Dataset entries
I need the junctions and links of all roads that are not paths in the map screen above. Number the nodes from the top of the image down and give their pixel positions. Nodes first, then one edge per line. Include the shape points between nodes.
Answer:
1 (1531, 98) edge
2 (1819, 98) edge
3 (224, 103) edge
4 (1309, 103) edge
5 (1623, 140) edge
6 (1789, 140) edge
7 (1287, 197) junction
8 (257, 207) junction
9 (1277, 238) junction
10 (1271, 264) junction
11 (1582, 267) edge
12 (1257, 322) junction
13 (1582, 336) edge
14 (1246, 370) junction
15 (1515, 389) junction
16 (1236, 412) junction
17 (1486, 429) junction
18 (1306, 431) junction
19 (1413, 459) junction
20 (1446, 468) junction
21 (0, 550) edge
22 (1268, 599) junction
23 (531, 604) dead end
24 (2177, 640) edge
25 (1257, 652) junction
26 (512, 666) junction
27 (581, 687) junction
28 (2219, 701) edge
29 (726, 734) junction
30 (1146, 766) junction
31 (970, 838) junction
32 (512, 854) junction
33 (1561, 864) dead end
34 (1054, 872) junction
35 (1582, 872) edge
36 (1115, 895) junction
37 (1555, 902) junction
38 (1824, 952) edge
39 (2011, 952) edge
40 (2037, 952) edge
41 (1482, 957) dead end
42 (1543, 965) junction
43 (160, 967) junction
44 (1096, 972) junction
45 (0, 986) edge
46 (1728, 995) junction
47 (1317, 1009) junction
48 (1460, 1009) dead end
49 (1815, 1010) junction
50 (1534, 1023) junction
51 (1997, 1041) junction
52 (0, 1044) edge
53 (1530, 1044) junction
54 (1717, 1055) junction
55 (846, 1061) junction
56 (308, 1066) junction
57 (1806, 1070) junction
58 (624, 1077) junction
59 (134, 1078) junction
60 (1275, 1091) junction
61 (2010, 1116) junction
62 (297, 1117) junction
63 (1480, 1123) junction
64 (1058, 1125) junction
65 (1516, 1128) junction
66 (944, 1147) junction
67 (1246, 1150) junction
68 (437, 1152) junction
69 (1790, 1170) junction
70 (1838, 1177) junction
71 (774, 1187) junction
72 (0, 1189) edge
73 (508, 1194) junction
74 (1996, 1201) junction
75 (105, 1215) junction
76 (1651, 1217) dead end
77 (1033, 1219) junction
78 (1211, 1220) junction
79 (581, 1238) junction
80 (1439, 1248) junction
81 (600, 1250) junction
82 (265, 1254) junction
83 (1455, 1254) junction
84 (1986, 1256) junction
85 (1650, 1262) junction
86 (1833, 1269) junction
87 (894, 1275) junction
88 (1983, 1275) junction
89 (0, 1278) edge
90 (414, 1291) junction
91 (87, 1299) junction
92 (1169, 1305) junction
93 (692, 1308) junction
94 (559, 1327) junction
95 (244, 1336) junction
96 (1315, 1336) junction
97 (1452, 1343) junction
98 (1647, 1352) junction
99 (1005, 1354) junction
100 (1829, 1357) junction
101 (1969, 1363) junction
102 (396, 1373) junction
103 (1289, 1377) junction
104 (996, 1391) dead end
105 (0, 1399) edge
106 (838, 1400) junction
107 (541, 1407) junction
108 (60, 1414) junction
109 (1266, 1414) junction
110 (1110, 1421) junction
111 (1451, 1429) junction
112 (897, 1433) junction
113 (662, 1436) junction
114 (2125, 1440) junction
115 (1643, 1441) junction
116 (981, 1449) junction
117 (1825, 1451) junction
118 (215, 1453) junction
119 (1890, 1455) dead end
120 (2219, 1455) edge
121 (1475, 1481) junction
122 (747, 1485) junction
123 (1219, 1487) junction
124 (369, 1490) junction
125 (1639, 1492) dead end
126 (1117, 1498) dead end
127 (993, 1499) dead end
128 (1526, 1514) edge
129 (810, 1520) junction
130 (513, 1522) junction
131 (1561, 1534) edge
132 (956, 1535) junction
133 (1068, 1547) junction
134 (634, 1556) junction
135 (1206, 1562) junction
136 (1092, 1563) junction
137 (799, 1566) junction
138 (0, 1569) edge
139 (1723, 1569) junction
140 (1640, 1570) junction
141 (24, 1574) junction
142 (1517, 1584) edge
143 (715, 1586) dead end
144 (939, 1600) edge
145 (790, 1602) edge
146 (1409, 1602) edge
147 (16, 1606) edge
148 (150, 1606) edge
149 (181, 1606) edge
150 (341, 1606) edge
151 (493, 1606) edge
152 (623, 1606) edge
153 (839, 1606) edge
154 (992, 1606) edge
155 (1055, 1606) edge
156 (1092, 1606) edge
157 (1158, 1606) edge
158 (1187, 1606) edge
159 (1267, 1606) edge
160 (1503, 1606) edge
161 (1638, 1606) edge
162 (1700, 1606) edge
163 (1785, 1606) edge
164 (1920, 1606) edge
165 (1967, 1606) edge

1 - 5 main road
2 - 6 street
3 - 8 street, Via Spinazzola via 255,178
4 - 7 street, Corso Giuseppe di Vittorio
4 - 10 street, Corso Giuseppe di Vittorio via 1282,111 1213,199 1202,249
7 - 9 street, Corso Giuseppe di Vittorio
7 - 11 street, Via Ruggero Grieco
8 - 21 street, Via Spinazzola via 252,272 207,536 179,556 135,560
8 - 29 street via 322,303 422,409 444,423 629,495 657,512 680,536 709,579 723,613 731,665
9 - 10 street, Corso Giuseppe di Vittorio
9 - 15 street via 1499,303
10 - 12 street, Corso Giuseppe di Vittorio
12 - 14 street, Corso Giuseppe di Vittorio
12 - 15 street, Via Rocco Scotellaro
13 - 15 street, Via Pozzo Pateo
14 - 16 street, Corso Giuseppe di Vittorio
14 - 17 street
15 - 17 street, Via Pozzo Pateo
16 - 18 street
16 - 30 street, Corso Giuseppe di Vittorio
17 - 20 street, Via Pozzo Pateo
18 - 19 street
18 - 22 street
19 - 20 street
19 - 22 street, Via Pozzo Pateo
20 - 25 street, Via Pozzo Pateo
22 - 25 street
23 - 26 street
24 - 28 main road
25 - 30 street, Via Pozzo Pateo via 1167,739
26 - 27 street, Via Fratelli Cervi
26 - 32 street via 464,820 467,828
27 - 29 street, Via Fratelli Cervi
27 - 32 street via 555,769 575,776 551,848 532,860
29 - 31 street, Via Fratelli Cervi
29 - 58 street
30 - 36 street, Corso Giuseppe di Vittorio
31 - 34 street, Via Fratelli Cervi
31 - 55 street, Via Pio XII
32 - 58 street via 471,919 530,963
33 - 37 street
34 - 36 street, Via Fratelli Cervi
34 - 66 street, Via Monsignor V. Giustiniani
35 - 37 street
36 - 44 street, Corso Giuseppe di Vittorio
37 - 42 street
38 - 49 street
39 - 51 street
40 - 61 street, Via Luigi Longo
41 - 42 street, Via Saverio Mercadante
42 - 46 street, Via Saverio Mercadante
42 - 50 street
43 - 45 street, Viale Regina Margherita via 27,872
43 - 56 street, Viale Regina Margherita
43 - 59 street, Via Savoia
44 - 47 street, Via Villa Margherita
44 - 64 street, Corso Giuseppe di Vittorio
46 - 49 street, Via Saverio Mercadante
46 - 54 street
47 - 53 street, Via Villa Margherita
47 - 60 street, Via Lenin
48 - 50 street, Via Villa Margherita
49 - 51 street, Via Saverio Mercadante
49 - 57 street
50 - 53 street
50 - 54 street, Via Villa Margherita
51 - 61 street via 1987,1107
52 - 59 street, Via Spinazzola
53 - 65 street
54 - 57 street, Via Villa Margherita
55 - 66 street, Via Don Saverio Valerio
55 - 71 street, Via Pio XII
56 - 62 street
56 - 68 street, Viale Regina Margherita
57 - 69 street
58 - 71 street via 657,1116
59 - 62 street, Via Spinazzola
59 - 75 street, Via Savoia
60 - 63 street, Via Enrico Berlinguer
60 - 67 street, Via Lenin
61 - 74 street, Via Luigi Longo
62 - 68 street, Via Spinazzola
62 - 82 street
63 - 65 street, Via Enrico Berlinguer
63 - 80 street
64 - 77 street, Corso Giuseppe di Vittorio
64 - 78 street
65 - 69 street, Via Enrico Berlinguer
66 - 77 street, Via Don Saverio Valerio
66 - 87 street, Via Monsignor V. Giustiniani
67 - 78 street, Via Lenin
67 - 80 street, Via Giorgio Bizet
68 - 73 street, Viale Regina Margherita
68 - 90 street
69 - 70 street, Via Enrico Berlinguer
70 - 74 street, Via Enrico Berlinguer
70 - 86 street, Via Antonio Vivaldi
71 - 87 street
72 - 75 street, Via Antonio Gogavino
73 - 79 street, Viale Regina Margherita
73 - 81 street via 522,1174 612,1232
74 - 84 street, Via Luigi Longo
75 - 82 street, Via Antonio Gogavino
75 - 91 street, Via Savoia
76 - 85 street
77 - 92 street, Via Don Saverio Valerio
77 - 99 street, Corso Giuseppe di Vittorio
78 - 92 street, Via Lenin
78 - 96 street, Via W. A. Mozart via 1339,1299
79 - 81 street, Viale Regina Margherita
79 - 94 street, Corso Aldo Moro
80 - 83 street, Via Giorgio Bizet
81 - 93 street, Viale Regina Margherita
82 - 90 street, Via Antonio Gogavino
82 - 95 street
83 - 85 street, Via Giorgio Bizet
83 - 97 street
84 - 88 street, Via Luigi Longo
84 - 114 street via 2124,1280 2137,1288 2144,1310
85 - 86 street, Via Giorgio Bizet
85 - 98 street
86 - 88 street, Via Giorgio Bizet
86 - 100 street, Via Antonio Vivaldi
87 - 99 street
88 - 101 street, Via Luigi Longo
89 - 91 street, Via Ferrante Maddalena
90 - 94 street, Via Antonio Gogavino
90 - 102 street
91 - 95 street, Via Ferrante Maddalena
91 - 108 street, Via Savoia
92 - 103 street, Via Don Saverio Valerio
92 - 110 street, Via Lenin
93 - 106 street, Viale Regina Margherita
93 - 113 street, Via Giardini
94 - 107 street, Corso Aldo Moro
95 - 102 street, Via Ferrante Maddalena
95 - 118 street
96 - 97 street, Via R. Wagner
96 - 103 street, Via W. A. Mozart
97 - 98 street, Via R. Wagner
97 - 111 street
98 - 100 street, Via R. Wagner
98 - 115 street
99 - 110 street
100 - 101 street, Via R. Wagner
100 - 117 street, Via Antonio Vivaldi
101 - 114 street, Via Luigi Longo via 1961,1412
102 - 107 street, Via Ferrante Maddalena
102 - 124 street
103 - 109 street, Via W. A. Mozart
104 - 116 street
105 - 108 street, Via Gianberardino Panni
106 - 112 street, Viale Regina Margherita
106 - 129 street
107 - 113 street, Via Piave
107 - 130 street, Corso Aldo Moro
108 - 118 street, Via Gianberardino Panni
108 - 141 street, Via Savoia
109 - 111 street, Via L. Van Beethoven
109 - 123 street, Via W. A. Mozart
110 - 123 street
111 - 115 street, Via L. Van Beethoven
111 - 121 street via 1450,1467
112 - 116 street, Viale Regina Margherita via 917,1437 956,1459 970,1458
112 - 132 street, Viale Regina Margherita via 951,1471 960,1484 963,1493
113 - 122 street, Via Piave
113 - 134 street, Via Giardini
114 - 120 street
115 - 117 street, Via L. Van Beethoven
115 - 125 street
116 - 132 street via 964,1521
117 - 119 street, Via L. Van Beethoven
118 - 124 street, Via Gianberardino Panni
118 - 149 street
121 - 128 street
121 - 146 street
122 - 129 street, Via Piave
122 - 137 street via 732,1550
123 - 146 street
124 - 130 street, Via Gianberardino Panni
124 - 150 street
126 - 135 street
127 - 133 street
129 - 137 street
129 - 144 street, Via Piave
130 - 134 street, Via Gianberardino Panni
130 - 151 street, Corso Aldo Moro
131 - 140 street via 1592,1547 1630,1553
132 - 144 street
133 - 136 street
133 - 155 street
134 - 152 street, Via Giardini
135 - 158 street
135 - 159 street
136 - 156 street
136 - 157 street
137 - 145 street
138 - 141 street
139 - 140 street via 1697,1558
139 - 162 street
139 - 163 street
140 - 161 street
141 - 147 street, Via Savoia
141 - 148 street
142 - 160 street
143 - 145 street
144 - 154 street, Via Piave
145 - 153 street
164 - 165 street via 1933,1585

■ Your instructions ■
Only the number is wanted: how many lines in the data include the word "Panni"?

■ Exercise solution ■
5